Commanders and leaders
- David IV; Demetrius I; Manuchihr III;: Afridun I † Mahmud II Aqsunqur Ahmadili

= Georgian conquest of Shirvan =

Conquest of Shirvan by the Kingdom of Georgia

The Georgian conquest of Shirvan was a military conquest of Shirvan by David IV the Builder during the Georgian–Seljuk wars.

== Conquest ==
Around 1112, David IV's daughter, Tamar, was given in marriage to the future Shirvanshah, Manuchihr III. Despite this alliance, Afridun I probably continued to cooperate with the Seljuks. In 1117, David sent his son, Demetrius, on a punitive campaign to Shirvan, and the young commander astonished the people with his deftness in battle. Demetrius seized Kaladzori Castle (later Alberd, now Agdash) and returned home with many captives and much wealth.

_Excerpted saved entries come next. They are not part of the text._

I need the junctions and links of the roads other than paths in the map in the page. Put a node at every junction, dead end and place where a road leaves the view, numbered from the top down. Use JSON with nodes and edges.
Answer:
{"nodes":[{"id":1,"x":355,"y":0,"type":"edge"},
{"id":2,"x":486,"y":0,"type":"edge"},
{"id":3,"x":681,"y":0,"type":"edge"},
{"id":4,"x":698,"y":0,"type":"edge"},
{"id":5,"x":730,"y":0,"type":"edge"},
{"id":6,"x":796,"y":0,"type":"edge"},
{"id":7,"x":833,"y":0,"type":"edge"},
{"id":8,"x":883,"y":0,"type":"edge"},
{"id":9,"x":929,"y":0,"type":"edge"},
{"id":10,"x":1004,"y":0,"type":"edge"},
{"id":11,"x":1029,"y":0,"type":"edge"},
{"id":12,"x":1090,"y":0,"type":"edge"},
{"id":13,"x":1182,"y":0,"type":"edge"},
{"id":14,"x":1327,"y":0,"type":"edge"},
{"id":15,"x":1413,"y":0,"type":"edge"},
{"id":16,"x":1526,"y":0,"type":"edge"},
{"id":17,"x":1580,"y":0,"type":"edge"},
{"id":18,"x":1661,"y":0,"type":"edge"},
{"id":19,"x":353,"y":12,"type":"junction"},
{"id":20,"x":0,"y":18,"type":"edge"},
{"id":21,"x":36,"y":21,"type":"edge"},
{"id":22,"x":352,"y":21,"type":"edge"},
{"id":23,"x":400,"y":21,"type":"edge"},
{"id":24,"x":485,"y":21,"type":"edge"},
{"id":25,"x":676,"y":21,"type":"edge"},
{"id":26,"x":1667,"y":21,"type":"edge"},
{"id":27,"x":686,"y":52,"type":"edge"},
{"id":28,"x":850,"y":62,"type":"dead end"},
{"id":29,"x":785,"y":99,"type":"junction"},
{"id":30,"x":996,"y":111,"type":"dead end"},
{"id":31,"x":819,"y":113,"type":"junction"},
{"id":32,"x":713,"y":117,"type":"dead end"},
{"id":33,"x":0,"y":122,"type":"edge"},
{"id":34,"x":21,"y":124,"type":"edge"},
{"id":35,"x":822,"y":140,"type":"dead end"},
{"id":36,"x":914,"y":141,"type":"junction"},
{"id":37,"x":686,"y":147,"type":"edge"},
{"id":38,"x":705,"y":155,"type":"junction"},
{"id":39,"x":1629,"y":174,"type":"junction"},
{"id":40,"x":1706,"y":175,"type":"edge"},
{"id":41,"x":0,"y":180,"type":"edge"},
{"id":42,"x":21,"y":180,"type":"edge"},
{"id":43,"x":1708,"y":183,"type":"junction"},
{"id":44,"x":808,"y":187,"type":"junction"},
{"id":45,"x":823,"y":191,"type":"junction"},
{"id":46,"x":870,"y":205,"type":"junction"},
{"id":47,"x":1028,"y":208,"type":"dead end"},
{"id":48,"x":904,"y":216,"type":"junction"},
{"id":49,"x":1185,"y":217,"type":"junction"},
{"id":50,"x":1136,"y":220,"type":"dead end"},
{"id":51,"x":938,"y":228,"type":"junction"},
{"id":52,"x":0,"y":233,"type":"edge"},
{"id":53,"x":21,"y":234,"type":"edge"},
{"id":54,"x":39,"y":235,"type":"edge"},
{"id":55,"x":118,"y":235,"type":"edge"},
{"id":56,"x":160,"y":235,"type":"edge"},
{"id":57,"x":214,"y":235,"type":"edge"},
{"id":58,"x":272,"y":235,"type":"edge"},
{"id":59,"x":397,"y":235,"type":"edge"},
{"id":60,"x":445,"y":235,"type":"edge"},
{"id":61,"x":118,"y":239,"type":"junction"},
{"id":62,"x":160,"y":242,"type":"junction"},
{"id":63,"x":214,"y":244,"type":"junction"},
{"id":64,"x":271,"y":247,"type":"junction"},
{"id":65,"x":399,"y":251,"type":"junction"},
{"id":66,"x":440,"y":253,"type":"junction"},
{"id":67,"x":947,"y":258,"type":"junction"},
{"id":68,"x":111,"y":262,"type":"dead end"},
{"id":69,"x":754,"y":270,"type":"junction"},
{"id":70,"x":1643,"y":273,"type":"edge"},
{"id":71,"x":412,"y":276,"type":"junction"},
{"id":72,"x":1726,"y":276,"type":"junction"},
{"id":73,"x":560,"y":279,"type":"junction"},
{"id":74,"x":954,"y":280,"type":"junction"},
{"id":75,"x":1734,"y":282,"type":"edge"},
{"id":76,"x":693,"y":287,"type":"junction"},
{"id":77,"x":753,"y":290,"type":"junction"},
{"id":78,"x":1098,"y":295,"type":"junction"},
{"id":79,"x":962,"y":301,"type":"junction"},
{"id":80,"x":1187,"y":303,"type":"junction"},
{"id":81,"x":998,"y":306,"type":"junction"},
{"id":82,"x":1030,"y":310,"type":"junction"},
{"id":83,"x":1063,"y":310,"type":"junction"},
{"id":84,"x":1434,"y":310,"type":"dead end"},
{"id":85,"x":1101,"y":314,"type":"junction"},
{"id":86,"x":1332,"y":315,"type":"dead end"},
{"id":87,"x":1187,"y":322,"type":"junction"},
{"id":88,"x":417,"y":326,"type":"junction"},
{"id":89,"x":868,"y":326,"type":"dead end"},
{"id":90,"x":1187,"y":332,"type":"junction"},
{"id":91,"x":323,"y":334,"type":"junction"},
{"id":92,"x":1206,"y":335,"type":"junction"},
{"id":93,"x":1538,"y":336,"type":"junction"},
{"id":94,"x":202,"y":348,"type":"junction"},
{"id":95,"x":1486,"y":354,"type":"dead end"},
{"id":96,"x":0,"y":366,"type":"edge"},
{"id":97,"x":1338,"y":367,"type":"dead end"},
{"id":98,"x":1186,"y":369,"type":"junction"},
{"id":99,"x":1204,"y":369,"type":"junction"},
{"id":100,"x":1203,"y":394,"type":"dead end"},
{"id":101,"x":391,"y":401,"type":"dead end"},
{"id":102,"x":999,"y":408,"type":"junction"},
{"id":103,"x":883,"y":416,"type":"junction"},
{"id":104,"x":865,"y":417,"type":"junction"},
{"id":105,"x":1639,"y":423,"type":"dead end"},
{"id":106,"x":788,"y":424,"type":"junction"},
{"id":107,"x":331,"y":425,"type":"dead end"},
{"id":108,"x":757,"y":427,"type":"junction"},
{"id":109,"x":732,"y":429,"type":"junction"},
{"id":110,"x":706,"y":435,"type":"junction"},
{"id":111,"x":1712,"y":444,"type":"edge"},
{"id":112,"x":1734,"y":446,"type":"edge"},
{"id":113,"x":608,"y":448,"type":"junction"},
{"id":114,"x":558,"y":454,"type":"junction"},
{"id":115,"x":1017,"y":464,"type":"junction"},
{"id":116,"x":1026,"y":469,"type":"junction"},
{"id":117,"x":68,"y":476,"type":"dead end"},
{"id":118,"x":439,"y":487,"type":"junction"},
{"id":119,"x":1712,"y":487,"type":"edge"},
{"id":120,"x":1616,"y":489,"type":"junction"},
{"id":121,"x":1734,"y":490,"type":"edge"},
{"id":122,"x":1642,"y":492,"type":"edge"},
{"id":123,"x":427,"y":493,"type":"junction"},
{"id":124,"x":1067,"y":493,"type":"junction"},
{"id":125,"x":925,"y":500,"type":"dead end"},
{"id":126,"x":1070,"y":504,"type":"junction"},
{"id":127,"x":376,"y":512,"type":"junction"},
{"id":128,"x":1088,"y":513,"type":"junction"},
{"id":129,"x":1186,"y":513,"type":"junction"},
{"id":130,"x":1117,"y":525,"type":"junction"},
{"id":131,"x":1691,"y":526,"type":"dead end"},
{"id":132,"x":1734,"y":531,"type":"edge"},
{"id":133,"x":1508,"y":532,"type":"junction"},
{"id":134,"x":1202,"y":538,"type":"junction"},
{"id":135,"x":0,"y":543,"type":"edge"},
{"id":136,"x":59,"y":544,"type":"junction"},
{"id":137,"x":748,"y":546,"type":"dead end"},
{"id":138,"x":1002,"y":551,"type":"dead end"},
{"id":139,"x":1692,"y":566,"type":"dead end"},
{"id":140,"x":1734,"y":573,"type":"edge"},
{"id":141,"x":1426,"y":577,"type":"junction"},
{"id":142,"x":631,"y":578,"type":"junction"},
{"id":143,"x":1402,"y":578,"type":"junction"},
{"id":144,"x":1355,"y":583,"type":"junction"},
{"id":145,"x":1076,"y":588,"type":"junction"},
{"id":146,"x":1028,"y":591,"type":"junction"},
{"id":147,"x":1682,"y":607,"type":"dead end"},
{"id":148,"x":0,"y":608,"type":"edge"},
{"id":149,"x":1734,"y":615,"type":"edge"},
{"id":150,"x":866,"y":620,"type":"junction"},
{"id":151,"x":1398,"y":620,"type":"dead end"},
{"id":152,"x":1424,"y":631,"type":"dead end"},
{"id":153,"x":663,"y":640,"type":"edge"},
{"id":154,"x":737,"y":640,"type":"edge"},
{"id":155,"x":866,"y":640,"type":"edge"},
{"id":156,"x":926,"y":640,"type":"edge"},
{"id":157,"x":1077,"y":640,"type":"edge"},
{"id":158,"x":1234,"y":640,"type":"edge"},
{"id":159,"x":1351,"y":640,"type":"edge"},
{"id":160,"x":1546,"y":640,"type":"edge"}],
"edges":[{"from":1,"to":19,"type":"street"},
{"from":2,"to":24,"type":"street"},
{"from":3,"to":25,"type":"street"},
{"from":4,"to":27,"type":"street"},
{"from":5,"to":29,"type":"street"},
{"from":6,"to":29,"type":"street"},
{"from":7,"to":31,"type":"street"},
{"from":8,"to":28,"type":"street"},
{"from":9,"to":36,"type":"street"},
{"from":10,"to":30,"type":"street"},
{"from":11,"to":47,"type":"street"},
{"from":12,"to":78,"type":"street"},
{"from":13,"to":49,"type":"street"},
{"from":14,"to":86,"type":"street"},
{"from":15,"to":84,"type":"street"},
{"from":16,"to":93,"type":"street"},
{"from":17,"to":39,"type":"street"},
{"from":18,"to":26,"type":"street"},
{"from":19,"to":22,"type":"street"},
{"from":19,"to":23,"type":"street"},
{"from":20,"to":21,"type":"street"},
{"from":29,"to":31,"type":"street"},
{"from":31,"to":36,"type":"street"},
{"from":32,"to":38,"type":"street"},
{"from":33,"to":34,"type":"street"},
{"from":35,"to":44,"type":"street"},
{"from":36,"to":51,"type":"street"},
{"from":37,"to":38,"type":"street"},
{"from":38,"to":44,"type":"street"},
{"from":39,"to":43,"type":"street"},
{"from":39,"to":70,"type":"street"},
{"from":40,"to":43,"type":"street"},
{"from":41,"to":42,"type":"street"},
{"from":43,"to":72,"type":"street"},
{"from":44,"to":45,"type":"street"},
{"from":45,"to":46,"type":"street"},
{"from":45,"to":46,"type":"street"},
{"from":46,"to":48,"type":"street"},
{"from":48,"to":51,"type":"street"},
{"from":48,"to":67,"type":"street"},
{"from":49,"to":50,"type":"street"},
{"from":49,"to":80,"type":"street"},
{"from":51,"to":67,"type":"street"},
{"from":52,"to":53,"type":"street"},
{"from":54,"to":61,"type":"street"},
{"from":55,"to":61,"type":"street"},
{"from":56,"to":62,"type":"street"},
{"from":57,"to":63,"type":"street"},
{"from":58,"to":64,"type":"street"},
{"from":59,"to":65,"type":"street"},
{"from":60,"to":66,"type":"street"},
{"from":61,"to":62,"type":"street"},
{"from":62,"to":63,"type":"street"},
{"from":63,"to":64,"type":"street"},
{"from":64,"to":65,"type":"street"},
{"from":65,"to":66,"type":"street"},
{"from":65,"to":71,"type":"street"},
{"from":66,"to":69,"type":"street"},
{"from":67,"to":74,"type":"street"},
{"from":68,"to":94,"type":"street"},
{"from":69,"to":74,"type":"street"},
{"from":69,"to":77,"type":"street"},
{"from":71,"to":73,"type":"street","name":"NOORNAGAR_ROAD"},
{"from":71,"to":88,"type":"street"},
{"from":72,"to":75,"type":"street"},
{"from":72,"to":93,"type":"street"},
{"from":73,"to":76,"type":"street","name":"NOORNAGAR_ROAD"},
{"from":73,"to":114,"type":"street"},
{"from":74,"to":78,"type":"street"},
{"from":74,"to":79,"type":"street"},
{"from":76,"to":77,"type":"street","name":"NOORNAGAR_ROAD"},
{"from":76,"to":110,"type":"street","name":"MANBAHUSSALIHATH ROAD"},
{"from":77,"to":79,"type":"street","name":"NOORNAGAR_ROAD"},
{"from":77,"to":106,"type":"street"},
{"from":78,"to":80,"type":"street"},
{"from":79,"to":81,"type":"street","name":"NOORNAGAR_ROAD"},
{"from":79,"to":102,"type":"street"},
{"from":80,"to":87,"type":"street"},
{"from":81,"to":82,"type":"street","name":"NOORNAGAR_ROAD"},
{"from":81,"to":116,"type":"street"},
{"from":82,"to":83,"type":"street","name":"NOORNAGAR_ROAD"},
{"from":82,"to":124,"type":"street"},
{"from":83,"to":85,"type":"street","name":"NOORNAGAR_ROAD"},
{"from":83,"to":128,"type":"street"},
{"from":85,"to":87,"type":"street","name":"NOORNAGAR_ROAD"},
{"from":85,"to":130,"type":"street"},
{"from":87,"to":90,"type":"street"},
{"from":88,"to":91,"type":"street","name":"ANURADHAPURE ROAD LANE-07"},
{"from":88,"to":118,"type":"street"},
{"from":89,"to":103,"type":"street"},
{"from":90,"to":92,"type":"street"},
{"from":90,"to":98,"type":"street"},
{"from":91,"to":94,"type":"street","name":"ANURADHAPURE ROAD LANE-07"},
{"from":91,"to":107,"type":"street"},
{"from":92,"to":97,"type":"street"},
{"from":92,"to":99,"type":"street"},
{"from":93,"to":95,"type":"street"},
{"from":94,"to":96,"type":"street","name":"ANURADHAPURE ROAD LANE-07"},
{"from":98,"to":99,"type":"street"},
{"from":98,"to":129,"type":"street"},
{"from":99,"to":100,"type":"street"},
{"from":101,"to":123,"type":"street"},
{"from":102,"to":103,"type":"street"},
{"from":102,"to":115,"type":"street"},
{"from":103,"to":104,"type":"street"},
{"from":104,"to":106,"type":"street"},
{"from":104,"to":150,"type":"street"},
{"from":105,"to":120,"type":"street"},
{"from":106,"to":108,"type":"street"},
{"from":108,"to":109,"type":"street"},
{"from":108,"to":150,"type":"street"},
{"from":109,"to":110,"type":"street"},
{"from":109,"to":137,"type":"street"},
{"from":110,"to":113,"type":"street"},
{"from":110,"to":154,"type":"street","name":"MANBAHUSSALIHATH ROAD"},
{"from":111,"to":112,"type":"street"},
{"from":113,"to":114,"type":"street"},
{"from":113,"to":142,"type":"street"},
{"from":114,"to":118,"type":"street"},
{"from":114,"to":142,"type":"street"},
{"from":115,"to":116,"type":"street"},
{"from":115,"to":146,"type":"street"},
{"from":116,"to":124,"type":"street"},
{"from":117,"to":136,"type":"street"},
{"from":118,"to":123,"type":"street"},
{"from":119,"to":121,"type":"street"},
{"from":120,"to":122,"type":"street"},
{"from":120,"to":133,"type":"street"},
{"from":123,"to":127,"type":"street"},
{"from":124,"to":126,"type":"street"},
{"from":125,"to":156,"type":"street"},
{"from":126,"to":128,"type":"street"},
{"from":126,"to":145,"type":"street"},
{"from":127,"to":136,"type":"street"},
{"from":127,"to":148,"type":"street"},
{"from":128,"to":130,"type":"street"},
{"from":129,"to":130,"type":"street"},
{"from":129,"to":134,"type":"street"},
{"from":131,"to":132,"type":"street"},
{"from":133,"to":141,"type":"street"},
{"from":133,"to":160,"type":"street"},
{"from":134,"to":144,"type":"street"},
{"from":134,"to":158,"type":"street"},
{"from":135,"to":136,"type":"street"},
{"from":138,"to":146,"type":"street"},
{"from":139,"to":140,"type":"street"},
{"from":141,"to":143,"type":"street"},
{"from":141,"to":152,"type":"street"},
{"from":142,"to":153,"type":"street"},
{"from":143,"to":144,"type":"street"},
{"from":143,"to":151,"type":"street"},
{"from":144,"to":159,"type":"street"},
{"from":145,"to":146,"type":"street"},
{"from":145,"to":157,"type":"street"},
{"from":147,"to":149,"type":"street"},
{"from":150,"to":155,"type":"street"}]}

In 1120, David IV captured Qabala, returned to Kartli, quickly gathered an army, and invaded Shirvan on 7 May. He ravaged the country from Lizhata to Kurdevan and Khishtalan. At the same time, David IV managed to convince his vassal from the Derbent to invade Shirvan, and a war between the two parties soon broke out. In November, the Derbentians killed Shirvanshah Afridun I in combat, giving David IV the opportunity to place his own son-in-law and vassal, Manuchihr III, in power in Shirvan.

Sultan Mahmud II soon resumed the war against Georgia, despite his defeat at the Battle of Didgori a year earlier. In November 1122, he began his invasion of Shirvan and captured Shamakhi. Mahmud then captured the Shirvanshah Manuchihr III and sent a letter to David IV saying:

"You are a king of forests and will never be able to come out into the open; now I have captured Shirvanshah and demand kharaj from him for myself. If you want the same, send me some worthy gifts and come out of cover to see me."

Following this provocation, David IV called in all his troops and assembled an army of 50,000 men, most of them Kipchaks. The Seljuk sultan locked himself in Shamakhi after learning of the arrival of the Georgian troops, prompting David IV to halt his advance, deeming it dishonorable to pursue a retreating army. Mahmud II then offered David IV the opportunity to regain control of his vassal province if he let him leave in peace, but the Georgian king categorically refused and resumed his march toward the Shirvan capital after defeating an army of 4,000 Turks led by the atabeg of Arran, Aqsunqur Ahmadili, which was on its way to help Mahmud II. Once he had laid siege to Shamakhi, the Seljuk fled the city in a hurry via the commune’s excrement drainage system.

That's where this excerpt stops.